→ What the exercise asks:
Please give the data below again in full, exactly as it stands.

→ Material shown:

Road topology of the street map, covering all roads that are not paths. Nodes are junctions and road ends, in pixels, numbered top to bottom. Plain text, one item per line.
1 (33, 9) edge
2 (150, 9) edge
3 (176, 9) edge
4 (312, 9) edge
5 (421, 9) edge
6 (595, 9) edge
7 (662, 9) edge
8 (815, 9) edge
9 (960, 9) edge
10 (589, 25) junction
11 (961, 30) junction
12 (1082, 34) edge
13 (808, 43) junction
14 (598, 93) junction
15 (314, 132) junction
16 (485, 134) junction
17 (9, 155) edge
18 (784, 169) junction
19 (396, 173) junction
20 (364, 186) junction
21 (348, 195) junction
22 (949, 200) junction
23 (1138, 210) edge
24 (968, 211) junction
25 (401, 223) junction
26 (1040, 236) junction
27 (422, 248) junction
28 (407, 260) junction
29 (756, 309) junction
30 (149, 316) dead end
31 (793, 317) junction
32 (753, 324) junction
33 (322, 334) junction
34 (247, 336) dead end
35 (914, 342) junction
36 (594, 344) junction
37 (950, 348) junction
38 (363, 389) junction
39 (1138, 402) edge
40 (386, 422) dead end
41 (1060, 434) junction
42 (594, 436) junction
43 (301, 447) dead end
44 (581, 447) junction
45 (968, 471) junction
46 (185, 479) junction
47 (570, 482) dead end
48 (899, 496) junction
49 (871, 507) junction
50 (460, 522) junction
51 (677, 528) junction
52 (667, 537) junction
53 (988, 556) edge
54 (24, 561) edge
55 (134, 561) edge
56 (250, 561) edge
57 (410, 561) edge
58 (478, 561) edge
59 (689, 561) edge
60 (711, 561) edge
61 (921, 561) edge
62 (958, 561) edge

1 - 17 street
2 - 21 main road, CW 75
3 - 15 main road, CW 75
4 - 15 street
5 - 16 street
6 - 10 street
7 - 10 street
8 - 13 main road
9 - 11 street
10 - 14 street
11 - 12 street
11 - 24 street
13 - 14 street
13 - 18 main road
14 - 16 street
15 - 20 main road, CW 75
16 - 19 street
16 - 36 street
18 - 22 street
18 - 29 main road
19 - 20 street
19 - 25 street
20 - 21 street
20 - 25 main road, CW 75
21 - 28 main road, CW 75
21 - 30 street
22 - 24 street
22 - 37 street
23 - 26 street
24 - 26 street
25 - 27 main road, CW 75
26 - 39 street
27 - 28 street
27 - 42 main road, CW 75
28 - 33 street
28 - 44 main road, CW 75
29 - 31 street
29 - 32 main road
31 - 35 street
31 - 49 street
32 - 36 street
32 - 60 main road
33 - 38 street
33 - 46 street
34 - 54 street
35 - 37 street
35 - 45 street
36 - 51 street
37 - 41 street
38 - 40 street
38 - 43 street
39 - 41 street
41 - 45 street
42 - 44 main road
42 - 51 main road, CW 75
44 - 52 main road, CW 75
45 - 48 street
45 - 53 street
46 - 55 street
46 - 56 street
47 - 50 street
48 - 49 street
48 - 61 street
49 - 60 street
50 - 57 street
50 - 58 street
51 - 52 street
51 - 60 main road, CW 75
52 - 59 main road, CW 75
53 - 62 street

→ Output for this exercise:
Road topology of the street map, covering all roads that are not paths. Nodes are junctions and road ends, in pixels, numbered top to bottom. Plain text, one item per line.
1 (33, 9) edge
2 (150, 9) edge
3 (176, 9) edge
4 (312, 9) edge
5 (421, 9) edge
6 (595, 9) edge
7 (662, 9) edge
8 (815, 9) edge
9 (960, 9) edge
10 (589, 25) junction
11 (961, 30) junction
12 (1082, 34) edge
13 (808, 43) junction
14 (598, 93) junction
15 (314, 132) junction
16 (485, 134) junction
17 (9, 155) edge
18 (784, 169) junction
19 (396, 173) junction
20 (364, 186) junction
21 (348, 195) junction
22 (949, 200) junction
23 (1138, 210) edge
24 (968, 211) junction
25 (401, 223) junction
26 (1040, 236) junction
27 (422, 248) junction
28 (407, 260) junction
29 (756, 309) junction
30 (149, 316) dead end
31 (793, 317) junction
32 (753, 324) junction
33 (322, 334) junction
34 (247, 336) dead end
35 (914, 342) junction
36 (594, 344) junction
37 (950, 348) junction
38 (363, 389) junction
39 (1138, 402) edge
40 (386, 422) dead end
41 (1060, 434) junction
42 (594, 436) junction
43 (301, 447) dead end
44 (581, 447) junction
45 (968, 471) junction
46 (185, 479) junction
47 (570, 482) dead end
48 (899, 496) junction
49 (871, 507) junction
50 (460, 522) junction
51 (677, 528) junction
52 (667, 537) junction
53 (988, 556) edge
54 (24, 561) edge
55 (134, 561) edge
56 (250, 561) edge
57 (410, 561) edge
58 (478, 561) edge
59 (689, 561) edge
60 (711, 561) edge
61 (921, 561) edge
62 (958, 561) edge

1 - 17 street
2 - 21 main road, CW 75
3 - 15 main road, CW 75
4 - 15 street
5 - 16 street
6 - 10 street
7 - 10 street
8 - 13 main road
9 - 11 street
10 - 14 street
11 - 12 street
11 - 24 street
13 - 14 street
13 - 18 main road
14 - 16 street
15 - 20 main road, CW 75
16 - 19 street
16 - 36 street
18 - 22 street
18 - 29 main road
19 - 20 street
19 - 25 street
20 - 21 street
20 - 25 main road, CW 75
21 - 28 main road, CW 75
21 - 30 street
22 - 24 street
22 - 37 street
23 - 26 street
24 - 26 street
25 - 27 main road, CW 75
26 - 39 street
27 - 28 street
27 - 42 main road, CW 75
28 - 33 street
28 - 44 main road, CW 75
29 - 31 street
29 - 32 main road
31 - 35 street
31 - 49 street
32 - 36 street
32 - 60 main road
33 - 38 street
33 - 46 street
34 - 54 street
35 - 37 street
35 - 45 street
36 - 51 street
37 - 41 street
38 - 40 street
38 - 43 street
39 - 41 street
41 - 45 street
42 - 44 main road
42 - 51 main road, CW 75
44 - 52 main road, CW 75
45 - 48 street
45 - 53 street
46 - 55 street
46 - 56 street
47 - 50 street
48 - 49 street
48 - 61 street
49 - 60 street
50 - 57 street
50 - 58 street
51 - 52 street
51 - 60 main road, CW 75
52 - 59 main road, CW 75
53 - 62 street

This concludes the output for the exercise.